Jannat Abad is a large neighbourhood in Tehran, Iran.
It is an area around the Jannat Abad Street located in North West Tehran. Jannat Abad street starts from Ayatollah Kashani Freeway. It has several squares. The most famous one is Chahar Bagh. Jannat Abad Blvd has a South segment that is below the cross with Hemmat Freeway and North part that is located upon Hemmat and links to the Marzdaran Freeway.

Reason for naming Janat Abad 

Janatabad was known by this name in the past because of its heavenly climate.  The rivers Kan, Sulqan, Wardavard, the springs of Bagh Feyz and several aqueducts passed through Janatabad and made this area one of the suburbs of Tehran.  Pomegranate and cherry trees, which are the heritage of gardens of many years, are still visible in the back alleys of this neighborhood.

In the past, there were several rivers in the neighborhood that were used by the residents of the surrounding gardens for water and irrigation.  Due to the abundance of water and the natural irrigation of the gardens, this neighborhood had greenery and a good climate, which is why it was named Jannat. Later it was renamed "Janatabad" meaning the paradise area, which is still  This area due to its distance from the city center and the lack of high traffic and not being in charge of important government organs;  It is a quiet, habitable and calming area with pleasant weather that even in the most polluted days of Tehran, Janatabad has a relatively clean air than other areas.

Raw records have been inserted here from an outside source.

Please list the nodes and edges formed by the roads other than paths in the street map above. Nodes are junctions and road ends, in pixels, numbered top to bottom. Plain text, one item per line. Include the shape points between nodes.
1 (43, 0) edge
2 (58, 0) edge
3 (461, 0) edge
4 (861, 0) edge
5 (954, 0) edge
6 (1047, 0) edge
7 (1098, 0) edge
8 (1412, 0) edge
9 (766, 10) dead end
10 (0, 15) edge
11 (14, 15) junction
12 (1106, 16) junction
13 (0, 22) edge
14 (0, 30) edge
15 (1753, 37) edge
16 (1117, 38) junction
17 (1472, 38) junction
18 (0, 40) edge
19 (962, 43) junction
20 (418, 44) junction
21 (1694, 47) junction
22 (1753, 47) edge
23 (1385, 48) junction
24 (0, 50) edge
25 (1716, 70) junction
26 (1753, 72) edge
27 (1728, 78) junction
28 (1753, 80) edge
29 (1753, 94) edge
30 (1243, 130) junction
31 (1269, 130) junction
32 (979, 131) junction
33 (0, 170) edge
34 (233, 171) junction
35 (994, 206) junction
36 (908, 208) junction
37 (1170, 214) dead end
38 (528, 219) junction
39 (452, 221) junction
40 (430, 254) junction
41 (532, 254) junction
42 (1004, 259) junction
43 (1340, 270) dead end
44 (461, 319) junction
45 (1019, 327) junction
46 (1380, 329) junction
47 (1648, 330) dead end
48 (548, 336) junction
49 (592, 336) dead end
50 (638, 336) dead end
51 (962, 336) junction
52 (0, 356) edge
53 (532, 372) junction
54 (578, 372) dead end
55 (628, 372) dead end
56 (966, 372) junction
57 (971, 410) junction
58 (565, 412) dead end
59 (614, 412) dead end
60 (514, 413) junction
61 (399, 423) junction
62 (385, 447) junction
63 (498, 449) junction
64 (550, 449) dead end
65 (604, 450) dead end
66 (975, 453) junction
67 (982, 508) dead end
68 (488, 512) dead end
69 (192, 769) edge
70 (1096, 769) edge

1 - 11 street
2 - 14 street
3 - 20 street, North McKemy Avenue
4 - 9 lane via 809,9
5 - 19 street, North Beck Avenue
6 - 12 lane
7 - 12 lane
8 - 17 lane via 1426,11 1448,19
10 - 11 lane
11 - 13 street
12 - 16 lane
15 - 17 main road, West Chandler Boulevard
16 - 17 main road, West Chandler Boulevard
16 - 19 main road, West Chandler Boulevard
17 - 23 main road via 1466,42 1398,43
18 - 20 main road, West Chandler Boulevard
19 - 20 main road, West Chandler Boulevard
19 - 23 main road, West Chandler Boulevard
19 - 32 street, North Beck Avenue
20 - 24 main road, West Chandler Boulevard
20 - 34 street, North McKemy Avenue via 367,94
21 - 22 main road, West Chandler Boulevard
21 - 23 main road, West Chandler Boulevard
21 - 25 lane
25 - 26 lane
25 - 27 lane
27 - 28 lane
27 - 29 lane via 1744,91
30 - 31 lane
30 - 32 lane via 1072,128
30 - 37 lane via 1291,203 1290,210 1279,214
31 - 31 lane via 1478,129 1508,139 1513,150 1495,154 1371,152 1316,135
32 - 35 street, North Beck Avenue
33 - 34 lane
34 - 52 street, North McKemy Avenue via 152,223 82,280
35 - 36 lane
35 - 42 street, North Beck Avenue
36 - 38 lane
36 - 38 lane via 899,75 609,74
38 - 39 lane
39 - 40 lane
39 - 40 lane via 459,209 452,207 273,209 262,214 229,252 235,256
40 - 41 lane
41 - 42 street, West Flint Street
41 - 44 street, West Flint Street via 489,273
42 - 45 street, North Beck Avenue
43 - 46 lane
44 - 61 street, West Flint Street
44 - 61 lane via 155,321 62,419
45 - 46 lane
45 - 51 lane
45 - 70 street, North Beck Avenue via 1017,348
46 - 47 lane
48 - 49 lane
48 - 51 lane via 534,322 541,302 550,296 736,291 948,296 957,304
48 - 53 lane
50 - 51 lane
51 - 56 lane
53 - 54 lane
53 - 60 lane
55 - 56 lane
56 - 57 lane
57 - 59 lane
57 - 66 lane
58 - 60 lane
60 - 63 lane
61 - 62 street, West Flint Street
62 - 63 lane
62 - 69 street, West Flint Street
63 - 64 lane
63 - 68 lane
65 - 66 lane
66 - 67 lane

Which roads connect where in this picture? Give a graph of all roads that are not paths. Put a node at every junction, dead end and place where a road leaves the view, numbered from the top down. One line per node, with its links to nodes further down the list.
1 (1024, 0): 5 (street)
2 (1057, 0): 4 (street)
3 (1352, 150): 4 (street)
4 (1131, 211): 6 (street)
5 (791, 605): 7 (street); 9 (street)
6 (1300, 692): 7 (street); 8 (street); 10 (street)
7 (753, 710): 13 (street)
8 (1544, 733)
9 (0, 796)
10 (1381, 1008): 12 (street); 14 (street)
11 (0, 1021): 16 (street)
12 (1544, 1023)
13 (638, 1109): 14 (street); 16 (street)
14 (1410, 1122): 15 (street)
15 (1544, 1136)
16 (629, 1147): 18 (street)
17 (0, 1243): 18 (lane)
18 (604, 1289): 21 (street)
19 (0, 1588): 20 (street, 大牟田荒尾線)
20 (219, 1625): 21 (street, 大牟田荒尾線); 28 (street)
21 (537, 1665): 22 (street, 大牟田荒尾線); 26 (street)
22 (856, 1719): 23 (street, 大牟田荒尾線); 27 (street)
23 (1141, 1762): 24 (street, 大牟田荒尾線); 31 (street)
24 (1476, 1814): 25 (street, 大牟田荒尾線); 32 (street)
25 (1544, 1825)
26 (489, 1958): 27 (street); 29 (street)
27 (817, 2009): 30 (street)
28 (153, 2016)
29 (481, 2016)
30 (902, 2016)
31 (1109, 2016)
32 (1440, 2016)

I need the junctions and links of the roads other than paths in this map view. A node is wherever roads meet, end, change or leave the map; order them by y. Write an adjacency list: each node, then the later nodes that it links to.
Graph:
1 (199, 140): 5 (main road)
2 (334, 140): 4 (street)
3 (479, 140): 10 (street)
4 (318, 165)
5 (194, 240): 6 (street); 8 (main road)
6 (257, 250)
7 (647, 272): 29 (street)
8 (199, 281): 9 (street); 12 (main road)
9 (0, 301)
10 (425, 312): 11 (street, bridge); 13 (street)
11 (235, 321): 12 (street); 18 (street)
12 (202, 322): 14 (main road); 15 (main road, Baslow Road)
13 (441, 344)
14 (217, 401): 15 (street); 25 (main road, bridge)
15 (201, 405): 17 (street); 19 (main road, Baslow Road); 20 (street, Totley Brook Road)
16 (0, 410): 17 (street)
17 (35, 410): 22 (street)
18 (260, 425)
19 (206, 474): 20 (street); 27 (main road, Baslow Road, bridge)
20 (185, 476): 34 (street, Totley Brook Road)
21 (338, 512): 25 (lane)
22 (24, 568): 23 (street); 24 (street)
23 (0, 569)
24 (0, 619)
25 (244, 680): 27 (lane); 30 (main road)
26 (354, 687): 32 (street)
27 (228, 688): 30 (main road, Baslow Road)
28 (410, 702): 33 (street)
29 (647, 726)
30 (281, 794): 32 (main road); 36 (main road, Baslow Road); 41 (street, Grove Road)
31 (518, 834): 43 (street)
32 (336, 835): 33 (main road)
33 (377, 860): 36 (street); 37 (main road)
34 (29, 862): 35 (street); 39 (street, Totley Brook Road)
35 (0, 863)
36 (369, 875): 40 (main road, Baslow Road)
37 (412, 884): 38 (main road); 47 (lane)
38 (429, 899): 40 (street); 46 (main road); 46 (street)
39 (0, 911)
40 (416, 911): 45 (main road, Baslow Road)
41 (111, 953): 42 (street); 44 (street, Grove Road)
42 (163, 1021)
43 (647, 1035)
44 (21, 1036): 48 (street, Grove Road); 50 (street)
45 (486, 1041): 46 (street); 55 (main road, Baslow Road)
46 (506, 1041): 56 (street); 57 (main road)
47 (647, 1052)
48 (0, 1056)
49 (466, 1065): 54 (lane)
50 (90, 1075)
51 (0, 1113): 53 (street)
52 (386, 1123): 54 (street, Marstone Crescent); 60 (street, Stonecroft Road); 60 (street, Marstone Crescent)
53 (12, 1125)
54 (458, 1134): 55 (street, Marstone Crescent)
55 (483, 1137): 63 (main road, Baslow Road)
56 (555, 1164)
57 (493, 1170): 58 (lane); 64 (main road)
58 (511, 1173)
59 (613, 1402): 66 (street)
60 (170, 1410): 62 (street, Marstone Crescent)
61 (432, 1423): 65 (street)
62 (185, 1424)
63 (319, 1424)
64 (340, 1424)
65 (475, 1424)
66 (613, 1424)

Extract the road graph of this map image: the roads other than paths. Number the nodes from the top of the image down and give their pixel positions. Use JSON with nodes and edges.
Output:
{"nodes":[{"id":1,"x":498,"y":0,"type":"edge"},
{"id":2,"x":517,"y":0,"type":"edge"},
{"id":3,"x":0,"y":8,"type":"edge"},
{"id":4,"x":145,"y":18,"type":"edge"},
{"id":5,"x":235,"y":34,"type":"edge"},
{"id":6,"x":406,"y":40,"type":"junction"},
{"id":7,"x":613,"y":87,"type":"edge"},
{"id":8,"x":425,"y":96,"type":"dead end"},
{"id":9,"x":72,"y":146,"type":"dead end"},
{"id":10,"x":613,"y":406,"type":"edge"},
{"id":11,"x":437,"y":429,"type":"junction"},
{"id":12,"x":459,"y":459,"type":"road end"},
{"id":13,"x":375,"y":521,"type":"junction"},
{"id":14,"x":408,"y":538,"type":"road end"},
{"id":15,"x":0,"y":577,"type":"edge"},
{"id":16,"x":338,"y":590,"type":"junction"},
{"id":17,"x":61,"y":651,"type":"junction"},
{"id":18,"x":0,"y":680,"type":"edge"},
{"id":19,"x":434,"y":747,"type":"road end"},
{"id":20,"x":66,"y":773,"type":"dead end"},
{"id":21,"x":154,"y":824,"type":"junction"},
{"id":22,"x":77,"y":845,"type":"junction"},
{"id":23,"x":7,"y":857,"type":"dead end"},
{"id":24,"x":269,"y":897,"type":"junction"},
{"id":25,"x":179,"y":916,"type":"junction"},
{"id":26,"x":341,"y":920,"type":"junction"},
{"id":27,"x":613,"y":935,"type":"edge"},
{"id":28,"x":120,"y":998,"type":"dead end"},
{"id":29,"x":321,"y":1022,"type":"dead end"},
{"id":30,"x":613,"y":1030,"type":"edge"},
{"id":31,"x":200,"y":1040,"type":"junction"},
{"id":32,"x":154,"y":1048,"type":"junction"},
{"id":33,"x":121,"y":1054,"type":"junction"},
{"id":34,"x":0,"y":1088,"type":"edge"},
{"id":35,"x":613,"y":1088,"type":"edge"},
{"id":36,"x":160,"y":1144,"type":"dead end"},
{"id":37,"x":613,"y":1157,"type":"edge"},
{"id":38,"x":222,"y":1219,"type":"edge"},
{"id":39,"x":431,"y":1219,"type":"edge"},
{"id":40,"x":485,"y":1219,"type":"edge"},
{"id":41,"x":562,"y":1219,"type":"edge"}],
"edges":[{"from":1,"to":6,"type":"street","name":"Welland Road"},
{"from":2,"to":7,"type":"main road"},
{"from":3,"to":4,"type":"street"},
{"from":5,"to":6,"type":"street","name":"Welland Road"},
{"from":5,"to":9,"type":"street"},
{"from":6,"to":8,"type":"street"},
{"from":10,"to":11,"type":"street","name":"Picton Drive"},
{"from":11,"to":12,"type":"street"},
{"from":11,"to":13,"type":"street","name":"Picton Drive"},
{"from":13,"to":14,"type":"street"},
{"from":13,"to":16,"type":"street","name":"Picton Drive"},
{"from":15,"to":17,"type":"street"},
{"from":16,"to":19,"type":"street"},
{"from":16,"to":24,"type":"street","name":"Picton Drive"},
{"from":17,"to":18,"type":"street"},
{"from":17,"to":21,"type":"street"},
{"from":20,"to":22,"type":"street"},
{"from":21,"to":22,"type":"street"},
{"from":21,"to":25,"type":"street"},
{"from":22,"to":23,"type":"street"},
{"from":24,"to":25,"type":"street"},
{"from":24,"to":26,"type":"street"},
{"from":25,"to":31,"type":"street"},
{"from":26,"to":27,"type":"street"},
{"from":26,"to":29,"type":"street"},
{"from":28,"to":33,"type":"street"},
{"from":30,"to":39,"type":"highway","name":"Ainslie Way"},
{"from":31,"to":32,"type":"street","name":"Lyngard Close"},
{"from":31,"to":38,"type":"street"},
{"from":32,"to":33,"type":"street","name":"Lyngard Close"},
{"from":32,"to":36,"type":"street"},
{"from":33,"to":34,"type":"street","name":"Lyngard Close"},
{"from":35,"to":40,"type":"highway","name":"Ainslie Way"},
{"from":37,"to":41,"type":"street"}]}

Most of the lands and gardens of this neighborhood belonged to a famous person named "Nizam Mafi" whose school and mosque are among his relics. He transferred the ownership of these lands to government organizations and the people. At first, this neighborhood was inhabited.  There were workers who worked in factories in the west of Tehran, but with the Islamic Revolution, the growth of construction in this area began in earnest, and the houses in this neighborhood, due to their cheapness, attracted the attention of new immigrants to the capital.  The multi-storey apartments replaced the cherry orchards and dried up the rivers far from the neighborhood, and by 2016, due to the suitability of the houses, many immigrants from all over Tehran and Iran entered the neighborhood, but after  It was controlled by adjusting the population price.

Division of areas and neighborhoods of Jannat Abad 

The neighborhood of  'Janatabad'  is divided into three parts, North, Central and South, due to its size;

North Janatabad is from Simon Bolivar to Hydrologists Highway

Central Janatabad is 
from Abshenasan Highway to Hemmat Highway

South Janatabad is the distance from Hemmat Highway to Ayatollah Kashani.

In addition to its main neighborhood, Janatabad also has 3 other dedicated neighborhoods:

Shaghayegh neighborhood

Neighborhood North shahin

Neighborhood South shahin

Jannatabad Boulevard starts from Simon Bolivar Boulevard and extends to Ayatollah Kashani, which is one of the longest streets in the city of Tehran.

Janatabad from north to south respectively Simon Bolivar Boulevard, Abshenasan Highway, 35 meters of Golestan (Mokhberi), Hemmat Highway, Chaharbagh Square, 35 meters of Laleh Street and at the end  It ends at Ayatollah Kashani

Also, from the west, from the area of Shahid Bakri Highway, the distance Ayatollah Kashani to its end (Simon Bolivar Boulevard) and from the east, from Shahid Sattari Highway and  It ends at Azad University Square.

Important streets 

 Jannat Abad Boulevard
 20 meters of Golestan
 35 meters of Golestan (Shahid Mokhberi)
 North Shahin Boulevard (Kabiri Tameh Boulevard)
 South Shahin Boulevard (Shahid Pajouhandeh Boulevard)
 Mojahed Kabir Street
 Shaghayegh Street (Javanmard)
 Ansar Al-Mahdi Street
 35 meters of Leleh
 Chaharbagh Street

Important public and private bodies 

 District 5 Court of Tehran
 Traffic and driving in District 5 of Tehran
 138 Janatabad Police Station
 The second base of Tehran Intelligence Police
 The second base of Tehran Security Police
 The second base of Tehran Anti-Narcotics Police
 Second Chief of Tehran Police
 Erfan Niayesh specialized and sub-specialized hospital
 Omid specialized and sub-specialized hospital
 Vehicle Technical Inspection Center No. 6
 Noor Cultural Center
 Derafshifar Stadium (Persepolis Tehran)
 Fire Station No. 27
 Main parking lot of Tehran Bus Company
Erfan Niayesh Subspecialty Hospital The most advanced private hospital in Tehran and Iran in Janatabad, which was inaugurated in 2015 by Ishaq Jahangiri, the then Vice President of Iran, which has the most up-to-date equipment and treatment staff and hospital beds, which is unique in Iran.